Sadd volunteered, “I would like to get WAS. But I’m from near Tulsa, I can’t even work Arkansas.”

“Do you have a list of the states you need for WAS?” Zedd asked.

“Yes,” Sadd said mournfully, and pulled out a typed list.

We all looked at it. Oklahoma and Kansas were scratched out.

“I need everything else,” Sadd admitted.

“Son,” Zedd told him, “you have a serious problem.”

“I run a 940 into an Alpha linear,” Sadd said. “I have a 7-element Yagi at 88 feet. I process my speech and computer-massage my CW and use a front-end filtering system and ARRL logbooks and a posture chair that cost me over $700. I’ve got a world clock that tells me the time in 316 countries and a computerized beam heading program and hardline to the tower and two funny hats with my callsign on the front. I’ve done everything. I still can’t work any DX.

“I thought I worked France once. My card came back ‘not in log.’ I imagined I worked a Russian once on 20-meter CW. After I didn’t get a card in three years. I wrote Box 88 and asked why. I got back this crummy letter in Russian that I still haven’t found anybody to translate. I asked my librarian if she knew anyone who could translate a Russian letter, and she told the FBI and I spent four years in federal prison.

“Once I got on a list. I really did. Just as he was getting to the fives, the master of ceremonies dropped dead right on the air. When someone else took over, they started a new list.

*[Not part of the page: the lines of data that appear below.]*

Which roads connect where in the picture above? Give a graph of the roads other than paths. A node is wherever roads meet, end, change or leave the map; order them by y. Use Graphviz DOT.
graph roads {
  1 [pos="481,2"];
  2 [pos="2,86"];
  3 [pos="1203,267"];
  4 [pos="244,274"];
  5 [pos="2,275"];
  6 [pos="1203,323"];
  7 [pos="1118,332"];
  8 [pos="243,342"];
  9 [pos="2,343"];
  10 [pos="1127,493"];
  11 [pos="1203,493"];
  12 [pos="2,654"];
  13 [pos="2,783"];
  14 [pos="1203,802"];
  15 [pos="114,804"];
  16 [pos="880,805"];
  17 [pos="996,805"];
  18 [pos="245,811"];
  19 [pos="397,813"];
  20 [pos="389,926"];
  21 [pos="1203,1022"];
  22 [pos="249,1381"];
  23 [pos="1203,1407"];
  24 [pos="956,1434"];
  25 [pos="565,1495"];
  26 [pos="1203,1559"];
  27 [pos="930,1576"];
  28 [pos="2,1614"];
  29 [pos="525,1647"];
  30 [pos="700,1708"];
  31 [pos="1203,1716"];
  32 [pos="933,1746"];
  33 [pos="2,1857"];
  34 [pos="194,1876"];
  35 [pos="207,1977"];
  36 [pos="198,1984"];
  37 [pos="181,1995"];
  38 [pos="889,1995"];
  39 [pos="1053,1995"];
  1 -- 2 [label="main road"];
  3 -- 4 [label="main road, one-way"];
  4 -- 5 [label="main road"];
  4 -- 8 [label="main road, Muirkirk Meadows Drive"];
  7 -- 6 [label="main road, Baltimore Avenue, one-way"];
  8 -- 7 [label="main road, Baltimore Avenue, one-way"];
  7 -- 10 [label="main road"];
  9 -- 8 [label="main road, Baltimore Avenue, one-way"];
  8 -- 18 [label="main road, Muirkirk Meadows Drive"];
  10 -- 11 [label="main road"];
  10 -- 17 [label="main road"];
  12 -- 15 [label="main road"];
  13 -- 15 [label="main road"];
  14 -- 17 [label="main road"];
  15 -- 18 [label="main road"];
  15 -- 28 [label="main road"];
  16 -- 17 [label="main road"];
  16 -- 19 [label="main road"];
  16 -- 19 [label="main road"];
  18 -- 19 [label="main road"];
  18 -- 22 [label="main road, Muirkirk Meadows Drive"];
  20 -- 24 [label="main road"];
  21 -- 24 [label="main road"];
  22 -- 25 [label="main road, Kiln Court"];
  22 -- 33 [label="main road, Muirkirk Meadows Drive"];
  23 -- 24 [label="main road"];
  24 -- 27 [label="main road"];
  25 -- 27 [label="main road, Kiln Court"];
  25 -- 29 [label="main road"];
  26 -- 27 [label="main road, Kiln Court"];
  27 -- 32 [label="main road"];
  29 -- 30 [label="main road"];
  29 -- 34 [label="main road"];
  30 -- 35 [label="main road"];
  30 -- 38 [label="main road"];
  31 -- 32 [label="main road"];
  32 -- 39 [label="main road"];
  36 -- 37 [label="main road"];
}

“I could have worked Italy once. I really could have. He came back to my call. I got so excited I threw up. Had to buy a new microphone.”

Clearly, Zedd’s noted compassion was aroused. He put a friendly hand on Sadd’s skinny shoulder. “Do you want me to help you work a few hundred, son?”

Sadd straightened up, pride flaring in his eyes. “No sir!” he cried. “What kind of a man do you take me for? Accept help in working DX? Let someone else get me on a list? Use a spotter? Employ someone else’s station? Take unfair advantage? Never!”

“At least let me Rive you one word of advice,” Zedd said quietly. When you call the DX station, call him six or eight times in a row. Keep the rf in the air. Make a commotion –”

“But,” Sadd broke in, shocked, “that would be ungentlemanly!

Zedd stared at this interloper for a long minute or two. Finally the great man’s broad chest heaved in a sigh. “Yep. You’re right.”

Sadd stepped down off the porch, head hanging. “I just wanted to say hello, sir, and let you know that you are an inspiration to us all.”

“Hang in there, boy,” Zedd advised.

“Oh, I will!” Sadd said with a sweet smile. “I’ll never give up!”

“Atta boy.” The little man picked up his car door, put it in the Volkswagen on the passenger seat, climbed in, and drove slowly away.

“Boys,” said Zedd as the dust faded down the ranch road, “there goes a real gentleman.

“Too bad. If he’d just get a little pushy, he could probably work two or three hundred by next weekend.”